# YOUR INSTRUCTIONS
Your answer must be a single number: the count of lines in the records below that include the string "serif".

# INPUT FOR THIS TASK

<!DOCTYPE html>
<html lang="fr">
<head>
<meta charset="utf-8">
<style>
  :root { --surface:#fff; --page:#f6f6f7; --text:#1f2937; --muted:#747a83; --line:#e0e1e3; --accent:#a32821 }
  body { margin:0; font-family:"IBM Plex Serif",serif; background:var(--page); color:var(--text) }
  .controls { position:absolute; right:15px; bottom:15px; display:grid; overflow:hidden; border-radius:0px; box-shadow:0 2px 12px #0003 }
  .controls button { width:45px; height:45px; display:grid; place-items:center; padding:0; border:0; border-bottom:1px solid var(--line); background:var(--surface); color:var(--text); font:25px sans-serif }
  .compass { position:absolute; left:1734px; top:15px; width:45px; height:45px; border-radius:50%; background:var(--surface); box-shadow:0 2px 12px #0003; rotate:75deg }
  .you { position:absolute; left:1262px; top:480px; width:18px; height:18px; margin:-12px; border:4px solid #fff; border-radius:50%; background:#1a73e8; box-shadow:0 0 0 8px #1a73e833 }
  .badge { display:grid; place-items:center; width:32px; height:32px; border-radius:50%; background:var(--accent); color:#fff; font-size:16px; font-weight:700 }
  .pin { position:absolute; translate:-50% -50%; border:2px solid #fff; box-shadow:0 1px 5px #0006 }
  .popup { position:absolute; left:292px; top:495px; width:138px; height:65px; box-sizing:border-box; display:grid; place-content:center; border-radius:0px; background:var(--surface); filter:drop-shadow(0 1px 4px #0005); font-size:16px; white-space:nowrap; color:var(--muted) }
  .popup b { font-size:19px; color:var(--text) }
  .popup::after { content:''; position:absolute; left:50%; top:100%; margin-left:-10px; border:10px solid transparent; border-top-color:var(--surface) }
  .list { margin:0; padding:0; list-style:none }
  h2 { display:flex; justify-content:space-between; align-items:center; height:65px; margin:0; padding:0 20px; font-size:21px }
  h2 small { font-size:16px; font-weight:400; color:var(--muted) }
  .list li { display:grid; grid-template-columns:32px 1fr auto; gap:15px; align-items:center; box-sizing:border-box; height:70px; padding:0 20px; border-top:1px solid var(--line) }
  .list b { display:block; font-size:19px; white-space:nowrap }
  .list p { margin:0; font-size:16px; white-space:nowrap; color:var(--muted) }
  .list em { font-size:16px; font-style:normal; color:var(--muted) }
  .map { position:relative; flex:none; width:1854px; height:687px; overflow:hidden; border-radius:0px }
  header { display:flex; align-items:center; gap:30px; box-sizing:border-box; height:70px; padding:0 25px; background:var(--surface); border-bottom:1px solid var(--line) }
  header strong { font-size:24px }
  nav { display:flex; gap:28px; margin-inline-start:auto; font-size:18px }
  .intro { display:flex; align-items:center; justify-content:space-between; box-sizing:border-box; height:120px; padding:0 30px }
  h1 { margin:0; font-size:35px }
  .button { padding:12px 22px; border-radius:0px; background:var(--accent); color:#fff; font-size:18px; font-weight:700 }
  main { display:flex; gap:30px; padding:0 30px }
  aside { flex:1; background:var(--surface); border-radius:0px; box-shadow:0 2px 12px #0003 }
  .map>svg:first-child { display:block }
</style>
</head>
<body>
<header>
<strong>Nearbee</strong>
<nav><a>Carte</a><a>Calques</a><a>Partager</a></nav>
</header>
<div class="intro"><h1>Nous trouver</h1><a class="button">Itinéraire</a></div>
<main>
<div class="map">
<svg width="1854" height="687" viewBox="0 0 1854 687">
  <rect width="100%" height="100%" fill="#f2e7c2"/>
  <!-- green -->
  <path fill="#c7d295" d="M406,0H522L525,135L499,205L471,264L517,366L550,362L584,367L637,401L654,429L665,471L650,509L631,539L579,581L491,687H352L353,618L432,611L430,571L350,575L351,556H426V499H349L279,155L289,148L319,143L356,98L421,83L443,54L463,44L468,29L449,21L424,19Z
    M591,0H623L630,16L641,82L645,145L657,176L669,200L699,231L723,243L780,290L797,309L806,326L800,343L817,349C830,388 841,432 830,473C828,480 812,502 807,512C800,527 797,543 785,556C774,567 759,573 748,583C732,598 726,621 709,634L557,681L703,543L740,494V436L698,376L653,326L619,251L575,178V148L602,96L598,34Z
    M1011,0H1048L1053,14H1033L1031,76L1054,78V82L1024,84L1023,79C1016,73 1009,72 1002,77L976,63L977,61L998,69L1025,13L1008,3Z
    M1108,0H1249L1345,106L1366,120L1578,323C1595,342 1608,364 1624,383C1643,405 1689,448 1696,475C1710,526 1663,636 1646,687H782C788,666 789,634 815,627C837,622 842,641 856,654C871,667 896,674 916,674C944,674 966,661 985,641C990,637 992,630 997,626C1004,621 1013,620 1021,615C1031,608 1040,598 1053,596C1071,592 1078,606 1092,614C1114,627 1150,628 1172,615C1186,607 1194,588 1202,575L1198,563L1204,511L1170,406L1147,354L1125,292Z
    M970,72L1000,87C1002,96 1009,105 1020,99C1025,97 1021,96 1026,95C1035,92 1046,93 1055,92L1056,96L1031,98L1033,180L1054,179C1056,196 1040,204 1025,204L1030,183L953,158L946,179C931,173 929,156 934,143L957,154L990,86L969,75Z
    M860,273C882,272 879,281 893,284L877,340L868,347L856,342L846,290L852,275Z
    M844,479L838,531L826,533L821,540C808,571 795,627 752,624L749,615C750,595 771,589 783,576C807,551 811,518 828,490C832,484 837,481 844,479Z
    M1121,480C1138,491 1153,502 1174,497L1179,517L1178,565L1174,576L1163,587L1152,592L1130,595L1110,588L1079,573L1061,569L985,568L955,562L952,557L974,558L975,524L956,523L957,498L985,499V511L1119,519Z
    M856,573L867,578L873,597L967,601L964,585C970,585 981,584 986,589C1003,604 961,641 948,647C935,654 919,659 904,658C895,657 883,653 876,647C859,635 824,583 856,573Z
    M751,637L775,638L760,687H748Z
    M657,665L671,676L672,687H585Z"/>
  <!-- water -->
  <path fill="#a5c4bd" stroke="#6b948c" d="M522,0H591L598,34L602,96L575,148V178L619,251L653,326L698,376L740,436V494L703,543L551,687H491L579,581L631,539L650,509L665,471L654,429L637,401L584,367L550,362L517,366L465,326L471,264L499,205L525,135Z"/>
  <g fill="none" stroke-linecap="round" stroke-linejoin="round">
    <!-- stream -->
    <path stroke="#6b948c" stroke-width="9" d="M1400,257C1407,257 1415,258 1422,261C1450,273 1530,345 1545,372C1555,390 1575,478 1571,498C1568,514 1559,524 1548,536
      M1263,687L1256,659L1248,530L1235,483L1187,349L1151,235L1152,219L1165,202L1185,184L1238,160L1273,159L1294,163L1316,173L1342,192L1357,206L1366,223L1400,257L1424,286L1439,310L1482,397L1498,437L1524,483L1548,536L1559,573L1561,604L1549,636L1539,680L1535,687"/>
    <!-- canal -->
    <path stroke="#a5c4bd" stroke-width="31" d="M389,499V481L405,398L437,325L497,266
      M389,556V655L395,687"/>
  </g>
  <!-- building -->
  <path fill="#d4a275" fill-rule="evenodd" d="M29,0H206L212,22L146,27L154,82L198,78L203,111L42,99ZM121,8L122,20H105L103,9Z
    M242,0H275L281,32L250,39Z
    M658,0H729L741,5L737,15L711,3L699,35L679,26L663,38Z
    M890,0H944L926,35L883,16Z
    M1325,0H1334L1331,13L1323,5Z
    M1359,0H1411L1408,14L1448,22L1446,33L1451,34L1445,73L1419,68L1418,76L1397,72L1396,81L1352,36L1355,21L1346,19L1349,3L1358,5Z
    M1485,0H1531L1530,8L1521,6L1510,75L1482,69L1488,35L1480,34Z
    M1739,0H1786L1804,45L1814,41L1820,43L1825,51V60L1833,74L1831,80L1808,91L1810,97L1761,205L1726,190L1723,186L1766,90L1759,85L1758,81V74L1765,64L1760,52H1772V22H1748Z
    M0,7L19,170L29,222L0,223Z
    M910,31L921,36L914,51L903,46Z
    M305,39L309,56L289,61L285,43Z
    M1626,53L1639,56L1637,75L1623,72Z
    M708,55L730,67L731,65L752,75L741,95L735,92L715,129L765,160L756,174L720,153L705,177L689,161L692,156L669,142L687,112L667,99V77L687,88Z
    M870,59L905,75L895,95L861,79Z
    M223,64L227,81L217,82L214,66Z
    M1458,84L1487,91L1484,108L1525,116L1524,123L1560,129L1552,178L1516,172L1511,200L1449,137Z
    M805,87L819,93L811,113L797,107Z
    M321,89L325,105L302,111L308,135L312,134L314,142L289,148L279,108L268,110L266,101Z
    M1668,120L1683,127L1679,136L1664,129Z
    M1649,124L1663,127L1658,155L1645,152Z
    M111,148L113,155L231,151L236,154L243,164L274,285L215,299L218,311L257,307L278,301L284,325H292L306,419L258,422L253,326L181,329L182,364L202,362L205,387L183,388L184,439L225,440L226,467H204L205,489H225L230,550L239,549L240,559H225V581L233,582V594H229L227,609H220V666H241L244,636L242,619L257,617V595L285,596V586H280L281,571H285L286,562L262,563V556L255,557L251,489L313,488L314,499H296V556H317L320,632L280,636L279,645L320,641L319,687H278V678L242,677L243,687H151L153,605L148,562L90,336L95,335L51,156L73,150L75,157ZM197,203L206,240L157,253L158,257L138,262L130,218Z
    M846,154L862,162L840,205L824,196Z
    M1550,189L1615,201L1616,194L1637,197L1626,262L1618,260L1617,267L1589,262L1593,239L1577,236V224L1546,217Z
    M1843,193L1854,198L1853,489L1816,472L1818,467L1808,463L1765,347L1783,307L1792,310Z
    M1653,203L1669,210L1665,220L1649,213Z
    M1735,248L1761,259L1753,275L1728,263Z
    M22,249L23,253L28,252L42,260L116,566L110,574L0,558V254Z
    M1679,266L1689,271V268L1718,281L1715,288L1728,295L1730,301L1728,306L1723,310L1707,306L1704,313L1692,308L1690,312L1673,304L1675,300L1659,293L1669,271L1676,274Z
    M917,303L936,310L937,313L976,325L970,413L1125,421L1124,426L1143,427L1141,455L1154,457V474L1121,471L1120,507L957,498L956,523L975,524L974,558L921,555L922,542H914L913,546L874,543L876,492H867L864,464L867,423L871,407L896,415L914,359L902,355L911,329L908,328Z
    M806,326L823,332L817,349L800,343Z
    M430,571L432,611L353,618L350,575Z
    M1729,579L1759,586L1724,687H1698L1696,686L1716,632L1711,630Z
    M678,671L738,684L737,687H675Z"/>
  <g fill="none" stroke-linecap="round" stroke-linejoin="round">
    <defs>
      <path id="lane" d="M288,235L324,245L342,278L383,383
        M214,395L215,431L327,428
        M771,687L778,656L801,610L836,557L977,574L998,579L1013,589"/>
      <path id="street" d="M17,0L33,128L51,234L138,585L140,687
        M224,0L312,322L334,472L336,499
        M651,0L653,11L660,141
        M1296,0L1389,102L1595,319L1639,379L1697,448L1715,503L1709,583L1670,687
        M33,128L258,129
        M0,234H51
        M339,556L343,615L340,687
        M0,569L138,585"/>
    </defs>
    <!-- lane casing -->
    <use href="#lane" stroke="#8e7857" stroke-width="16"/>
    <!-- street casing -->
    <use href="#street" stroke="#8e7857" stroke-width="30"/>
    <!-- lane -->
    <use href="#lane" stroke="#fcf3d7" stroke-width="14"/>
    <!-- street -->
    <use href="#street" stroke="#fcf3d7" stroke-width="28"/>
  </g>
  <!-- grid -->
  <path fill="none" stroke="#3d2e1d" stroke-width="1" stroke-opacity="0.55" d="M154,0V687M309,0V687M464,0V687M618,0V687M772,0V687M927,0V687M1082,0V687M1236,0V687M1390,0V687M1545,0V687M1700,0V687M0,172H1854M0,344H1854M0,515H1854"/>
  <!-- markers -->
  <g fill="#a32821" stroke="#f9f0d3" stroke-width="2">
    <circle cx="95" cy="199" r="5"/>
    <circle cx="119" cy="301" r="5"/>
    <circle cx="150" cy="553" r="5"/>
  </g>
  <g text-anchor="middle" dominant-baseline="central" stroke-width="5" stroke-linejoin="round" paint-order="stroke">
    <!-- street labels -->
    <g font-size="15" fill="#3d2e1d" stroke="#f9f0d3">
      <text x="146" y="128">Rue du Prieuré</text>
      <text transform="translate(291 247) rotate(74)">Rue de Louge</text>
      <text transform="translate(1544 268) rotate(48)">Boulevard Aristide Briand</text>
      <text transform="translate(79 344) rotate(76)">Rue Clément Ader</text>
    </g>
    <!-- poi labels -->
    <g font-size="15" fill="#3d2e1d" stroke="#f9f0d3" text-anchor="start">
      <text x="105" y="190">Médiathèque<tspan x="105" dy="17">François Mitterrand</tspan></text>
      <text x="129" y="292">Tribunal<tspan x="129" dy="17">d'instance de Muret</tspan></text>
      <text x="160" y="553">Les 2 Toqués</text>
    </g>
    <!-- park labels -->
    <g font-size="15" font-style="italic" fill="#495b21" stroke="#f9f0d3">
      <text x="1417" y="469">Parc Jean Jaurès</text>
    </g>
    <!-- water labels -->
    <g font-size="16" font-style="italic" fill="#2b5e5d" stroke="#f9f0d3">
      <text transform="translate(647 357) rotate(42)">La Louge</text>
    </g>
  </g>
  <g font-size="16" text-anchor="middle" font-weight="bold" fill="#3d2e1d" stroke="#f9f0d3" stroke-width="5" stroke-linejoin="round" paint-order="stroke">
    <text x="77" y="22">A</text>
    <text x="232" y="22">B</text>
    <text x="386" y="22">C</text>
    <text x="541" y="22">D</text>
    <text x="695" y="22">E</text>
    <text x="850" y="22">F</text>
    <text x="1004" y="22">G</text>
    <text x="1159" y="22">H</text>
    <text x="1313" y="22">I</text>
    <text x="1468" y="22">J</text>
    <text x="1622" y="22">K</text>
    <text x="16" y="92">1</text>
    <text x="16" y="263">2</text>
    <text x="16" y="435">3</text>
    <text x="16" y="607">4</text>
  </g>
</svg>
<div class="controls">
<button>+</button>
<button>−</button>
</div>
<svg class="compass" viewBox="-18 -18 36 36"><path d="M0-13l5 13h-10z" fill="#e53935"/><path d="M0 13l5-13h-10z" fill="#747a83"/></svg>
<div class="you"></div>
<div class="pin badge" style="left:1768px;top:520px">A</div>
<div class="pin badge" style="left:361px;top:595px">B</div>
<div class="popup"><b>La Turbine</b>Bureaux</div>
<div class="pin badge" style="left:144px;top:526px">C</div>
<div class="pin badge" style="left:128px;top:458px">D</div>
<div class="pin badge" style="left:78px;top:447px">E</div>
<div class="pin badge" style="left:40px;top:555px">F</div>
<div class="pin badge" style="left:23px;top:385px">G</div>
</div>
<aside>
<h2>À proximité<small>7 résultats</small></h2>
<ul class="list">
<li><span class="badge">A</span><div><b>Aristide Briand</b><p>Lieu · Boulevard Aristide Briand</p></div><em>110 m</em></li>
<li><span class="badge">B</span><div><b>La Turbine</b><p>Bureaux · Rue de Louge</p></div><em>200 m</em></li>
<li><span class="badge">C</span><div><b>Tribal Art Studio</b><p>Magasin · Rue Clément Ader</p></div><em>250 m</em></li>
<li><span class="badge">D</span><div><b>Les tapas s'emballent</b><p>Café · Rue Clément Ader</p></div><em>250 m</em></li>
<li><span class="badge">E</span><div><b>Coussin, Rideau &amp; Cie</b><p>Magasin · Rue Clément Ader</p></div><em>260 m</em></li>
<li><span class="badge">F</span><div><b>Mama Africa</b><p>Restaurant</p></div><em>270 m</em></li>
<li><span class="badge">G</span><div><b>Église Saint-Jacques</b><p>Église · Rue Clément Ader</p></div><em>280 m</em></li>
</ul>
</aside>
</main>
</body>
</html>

# ANSWER SECTION
2